Darum geht es aber auch nicht. Vielmehr geht es darum, wie man den Mehrwert des Produktes bekommt ohne es aber aktiv verwenden zu müssen.  Es geht also um Convenience. Ein innovatives Produkt definiert sich oft darüber, was man nicht mehr tun muss, als über das, was man zusätzlich machen kann. Hier ein paar Beispiele:

  • Das Erfolgsgerät Thermomix ermöglicht es einem, sich nicht mehr Rezepte suchen und Einkaufslisten erstellen zu müssen.
  • Ein selbstfahrendes Auto ermöglicht es einem, nicht mehr selber Auto fahren zu müssen.
  • Alexa ermöglicht es mir, Produkte zu bestellen, ohne selbst den Browser zu öffnen und etwas passendes zu suchen.
  • Amazon Go – der vollautomatisierte Supermarkt – ermöglicht es mir, nicht mehr zur Kasse gehen zu müssen um zu bezahlen.

Es gäbe hier noch sehr viele weitere Beispiele. Eines sollte aber klar geworden sein: Das wichtigste ist, zu definieren, was die neue Produktgeneration Ihnen ermöglicht, nicht mehr zu machen.

Wie definiert man, was das neue Produkt nicht mehr tun soll?

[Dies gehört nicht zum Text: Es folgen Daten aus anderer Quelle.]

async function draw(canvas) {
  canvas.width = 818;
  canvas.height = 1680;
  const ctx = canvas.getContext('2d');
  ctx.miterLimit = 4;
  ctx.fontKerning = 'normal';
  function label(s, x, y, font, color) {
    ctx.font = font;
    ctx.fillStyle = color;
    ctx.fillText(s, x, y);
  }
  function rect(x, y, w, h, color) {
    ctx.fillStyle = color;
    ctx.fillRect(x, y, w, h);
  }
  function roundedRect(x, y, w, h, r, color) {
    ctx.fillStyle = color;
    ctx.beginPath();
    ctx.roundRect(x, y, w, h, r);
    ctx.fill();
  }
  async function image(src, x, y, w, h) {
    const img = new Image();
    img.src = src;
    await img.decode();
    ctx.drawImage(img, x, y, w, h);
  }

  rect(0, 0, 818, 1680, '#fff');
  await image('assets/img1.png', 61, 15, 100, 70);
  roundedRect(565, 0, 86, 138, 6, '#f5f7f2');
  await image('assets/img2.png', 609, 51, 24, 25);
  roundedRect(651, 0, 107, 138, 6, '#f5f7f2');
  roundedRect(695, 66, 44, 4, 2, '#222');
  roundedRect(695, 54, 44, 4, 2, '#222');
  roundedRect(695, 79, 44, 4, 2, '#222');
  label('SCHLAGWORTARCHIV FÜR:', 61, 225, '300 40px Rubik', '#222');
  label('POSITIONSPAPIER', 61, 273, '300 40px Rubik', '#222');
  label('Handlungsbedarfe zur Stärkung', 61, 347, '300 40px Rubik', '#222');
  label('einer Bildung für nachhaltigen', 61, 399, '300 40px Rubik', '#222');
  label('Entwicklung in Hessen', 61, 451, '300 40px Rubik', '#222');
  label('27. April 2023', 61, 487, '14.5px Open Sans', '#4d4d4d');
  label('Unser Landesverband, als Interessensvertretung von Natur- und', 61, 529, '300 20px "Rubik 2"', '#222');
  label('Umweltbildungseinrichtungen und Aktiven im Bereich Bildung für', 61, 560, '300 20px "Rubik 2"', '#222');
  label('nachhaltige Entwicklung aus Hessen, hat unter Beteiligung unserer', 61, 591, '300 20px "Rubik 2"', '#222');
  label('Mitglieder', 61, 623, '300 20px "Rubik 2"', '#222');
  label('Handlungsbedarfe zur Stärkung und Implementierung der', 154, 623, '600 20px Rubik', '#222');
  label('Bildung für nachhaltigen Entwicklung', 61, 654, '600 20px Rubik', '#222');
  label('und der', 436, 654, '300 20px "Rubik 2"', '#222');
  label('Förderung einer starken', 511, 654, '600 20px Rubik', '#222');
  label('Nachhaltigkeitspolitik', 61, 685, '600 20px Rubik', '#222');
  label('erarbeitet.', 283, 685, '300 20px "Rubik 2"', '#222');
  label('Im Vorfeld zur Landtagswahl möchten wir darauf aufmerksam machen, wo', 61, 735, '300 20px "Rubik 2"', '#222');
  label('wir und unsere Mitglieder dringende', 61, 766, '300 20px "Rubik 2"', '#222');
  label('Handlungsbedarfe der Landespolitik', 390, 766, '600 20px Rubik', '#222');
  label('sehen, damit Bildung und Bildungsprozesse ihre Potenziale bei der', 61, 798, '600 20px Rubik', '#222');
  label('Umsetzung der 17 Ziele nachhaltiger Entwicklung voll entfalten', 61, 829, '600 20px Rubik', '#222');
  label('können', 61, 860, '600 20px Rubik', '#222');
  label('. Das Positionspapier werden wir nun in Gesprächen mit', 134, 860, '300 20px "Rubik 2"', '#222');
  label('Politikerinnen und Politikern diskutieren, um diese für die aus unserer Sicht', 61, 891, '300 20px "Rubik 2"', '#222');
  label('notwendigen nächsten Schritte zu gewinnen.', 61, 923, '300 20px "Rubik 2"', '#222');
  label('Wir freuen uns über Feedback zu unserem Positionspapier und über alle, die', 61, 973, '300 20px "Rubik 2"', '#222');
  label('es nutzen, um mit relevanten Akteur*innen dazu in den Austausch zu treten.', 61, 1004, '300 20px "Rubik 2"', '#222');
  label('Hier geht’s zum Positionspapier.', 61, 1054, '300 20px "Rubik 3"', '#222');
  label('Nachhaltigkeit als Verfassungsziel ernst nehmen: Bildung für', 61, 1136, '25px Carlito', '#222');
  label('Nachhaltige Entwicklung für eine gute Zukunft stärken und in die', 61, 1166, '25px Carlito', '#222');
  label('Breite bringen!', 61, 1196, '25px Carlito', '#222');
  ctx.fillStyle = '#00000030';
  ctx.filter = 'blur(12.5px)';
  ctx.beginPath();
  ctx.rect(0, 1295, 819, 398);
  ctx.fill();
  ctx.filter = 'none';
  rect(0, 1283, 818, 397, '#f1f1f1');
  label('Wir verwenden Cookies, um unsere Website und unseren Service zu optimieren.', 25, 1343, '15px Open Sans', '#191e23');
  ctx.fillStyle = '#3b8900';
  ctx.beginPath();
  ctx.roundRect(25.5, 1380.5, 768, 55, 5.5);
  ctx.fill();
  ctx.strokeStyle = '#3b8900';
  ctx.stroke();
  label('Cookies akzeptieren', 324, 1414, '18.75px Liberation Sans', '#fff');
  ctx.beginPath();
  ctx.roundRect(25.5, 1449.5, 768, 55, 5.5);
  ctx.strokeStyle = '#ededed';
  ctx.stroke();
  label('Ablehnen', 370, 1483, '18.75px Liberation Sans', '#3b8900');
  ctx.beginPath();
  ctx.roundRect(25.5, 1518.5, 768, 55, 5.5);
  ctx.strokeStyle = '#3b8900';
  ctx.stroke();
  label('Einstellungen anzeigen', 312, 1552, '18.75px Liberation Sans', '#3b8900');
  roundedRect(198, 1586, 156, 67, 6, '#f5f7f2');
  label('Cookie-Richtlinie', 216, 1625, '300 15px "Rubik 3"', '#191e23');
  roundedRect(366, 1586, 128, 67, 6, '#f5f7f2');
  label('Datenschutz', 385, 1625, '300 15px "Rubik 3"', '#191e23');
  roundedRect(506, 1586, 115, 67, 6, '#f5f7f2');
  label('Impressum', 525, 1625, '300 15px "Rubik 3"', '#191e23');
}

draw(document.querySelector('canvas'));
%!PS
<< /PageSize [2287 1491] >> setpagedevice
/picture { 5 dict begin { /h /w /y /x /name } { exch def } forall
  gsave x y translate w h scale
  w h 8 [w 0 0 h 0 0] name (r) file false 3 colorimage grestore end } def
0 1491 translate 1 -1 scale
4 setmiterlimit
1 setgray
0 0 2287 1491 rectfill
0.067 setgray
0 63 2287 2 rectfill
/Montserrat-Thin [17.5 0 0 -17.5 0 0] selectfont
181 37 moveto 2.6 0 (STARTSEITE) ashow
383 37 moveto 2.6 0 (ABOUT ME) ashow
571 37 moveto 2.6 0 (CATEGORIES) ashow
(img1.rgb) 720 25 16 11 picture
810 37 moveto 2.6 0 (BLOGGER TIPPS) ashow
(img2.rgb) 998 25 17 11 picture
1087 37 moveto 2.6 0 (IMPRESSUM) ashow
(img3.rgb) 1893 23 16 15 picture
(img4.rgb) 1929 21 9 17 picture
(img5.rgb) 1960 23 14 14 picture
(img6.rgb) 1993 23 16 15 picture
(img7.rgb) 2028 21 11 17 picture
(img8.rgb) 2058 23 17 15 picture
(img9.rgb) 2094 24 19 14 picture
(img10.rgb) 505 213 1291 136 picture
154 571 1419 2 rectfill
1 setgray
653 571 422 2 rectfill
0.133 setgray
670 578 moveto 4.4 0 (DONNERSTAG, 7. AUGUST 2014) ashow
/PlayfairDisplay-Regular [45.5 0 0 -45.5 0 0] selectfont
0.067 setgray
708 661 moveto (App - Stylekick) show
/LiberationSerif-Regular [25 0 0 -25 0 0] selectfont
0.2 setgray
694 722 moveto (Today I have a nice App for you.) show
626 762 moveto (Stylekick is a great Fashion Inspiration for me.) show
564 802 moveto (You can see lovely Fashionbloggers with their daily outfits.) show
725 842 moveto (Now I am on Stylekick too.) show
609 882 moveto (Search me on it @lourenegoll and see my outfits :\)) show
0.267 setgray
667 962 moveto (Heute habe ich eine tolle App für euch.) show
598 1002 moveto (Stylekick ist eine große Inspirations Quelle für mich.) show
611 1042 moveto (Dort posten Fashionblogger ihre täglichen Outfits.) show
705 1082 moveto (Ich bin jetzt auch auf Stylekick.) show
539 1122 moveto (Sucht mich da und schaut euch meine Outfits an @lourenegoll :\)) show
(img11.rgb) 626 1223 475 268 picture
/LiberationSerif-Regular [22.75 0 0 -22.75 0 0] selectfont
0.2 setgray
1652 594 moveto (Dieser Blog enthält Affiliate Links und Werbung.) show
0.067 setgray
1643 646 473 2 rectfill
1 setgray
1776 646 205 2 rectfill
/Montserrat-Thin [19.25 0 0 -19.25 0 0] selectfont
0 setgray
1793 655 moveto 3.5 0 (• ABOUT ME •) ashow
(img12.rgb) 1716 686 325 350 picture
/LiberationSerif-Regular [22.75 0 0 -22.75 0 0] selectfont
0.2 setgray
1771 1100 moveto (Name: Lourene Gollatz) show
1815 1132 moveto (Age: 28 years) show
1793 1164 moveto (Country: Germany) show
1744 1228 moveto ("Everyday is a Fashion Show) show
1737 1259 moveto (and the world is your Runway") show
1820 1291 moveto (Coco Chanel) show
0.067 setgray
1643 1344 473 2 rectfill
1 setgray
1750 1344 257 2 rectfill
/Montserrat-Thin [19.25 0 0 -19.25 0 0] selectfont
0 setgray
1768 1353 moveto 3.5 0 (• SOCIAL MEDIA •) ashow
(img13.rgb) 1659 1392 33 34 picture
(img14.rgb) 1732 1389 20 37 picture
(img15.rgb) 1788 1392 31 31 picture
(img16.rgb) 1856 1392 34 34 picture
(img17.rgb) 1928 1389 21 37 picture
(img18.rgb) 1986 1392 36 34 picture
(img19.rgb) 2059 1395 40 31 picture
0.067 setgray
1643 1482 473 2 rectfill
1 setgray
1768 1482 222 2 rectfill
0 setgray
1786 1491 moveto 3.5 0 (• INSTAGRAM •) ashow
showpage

Nun sind wir zwar schon einen Schritt weiter, aber wie findet man nun strukturiert und methodisch heraus, was ein neues Produkt nicht mehr tun soll. Die erfreuliche Antwort ist, dass dies viel einfacher ist, als man denkt, weil diese Information schon direkt vor einem liegt. Hier ein paar Beispiele:

  • Beobachten Sie einen Verwender Ihres Produktes an einem normalen Tag. Wie schaffen Sie es, dass er 90 Prozent dieser Tätigkeiten nicht mehr durchführen muss?
  • Sehen Sie sich die Anfragen an Ihren Kundensupport an. In welchen Bereichen haben Benutzer die größten Probleme in der Usability? Was muss passieren, damit diese Tätigkeiten nicht mehr ausgeführt werden müssen?
  • Setzen Sie sich einmal selbst in eine Kundenschulung. Erleben Sie selbst, was Sie am Produkt verändern müssen, dass dieses selbsterklärend in 3 Minuten funktioniert.
  • Wann „zwingt” Ihr Produkt den Benutzer dazu, selbst etwas zu tun? Was müssen, Sie machen, damit er dies nicht mehr tun muss?

Was jetzt – Remove the bubbles!

Ihre “Nicht”-Liste ist Ihr Anforderungskatalog, um Ihr neues innovatives Produkt zu entwickeln. Ihnen ist jetzt wahrscheinlich noch nicht ganz klar, wie das funktionieren soll. Jetzt an diesem Punkt beginnt die Produktentwicklung und jetzt ist auch der richtige Zeitpunkt, nach passenden Ideen zu suchen, die es Ihnen erlauben, dieses Ziel zu erreichen.

Dazu kommt mir eine Anekdote von Steve Jobs in den Sinn. Als man ihm den Prototypen des iPhones zeigte, ließ er diesen in ein Wasserglas fallen. Als dann Luftblasen aufstiegen, sagte er:

There is still empty space. Make it smaller. Remove the bubbles.

Jetzt liegt es an Ihnen, so viele „Bubbles” wie möglich zu entfernen. Wichtig ist auch hier, dass (noch) nicht die Technologie im Vordergrund steht. Definieren Sie die neuen Abläufe für Ihre Kunden. Ziel ist es vielmehr, Storyboards zu definieren, wie Ihr neues innovatives Produkt verwendet, oder besser NICHT verwendet wird.

Was Sie nächsten Freitag machen sollen

Das letzte Slide meiner Vorträge ist meistens eine Aufstellung mit „What you should do tomorrow”. Ich möchte auch Ihnen gerne eine Aufgabe stellen. Nehmen sie sich einen Tag Zeit und eine kleine, aber feine Gruppe Ihrer Mitarbeiter und gehen Sie genau den oben beschriebenen Prozess durch.

Ich bin gespannt, auf welches Innovationspotenzial Sie stoßen. Lassen Sie es mich gerne wissen, ich freue mich über Ihr Feedback.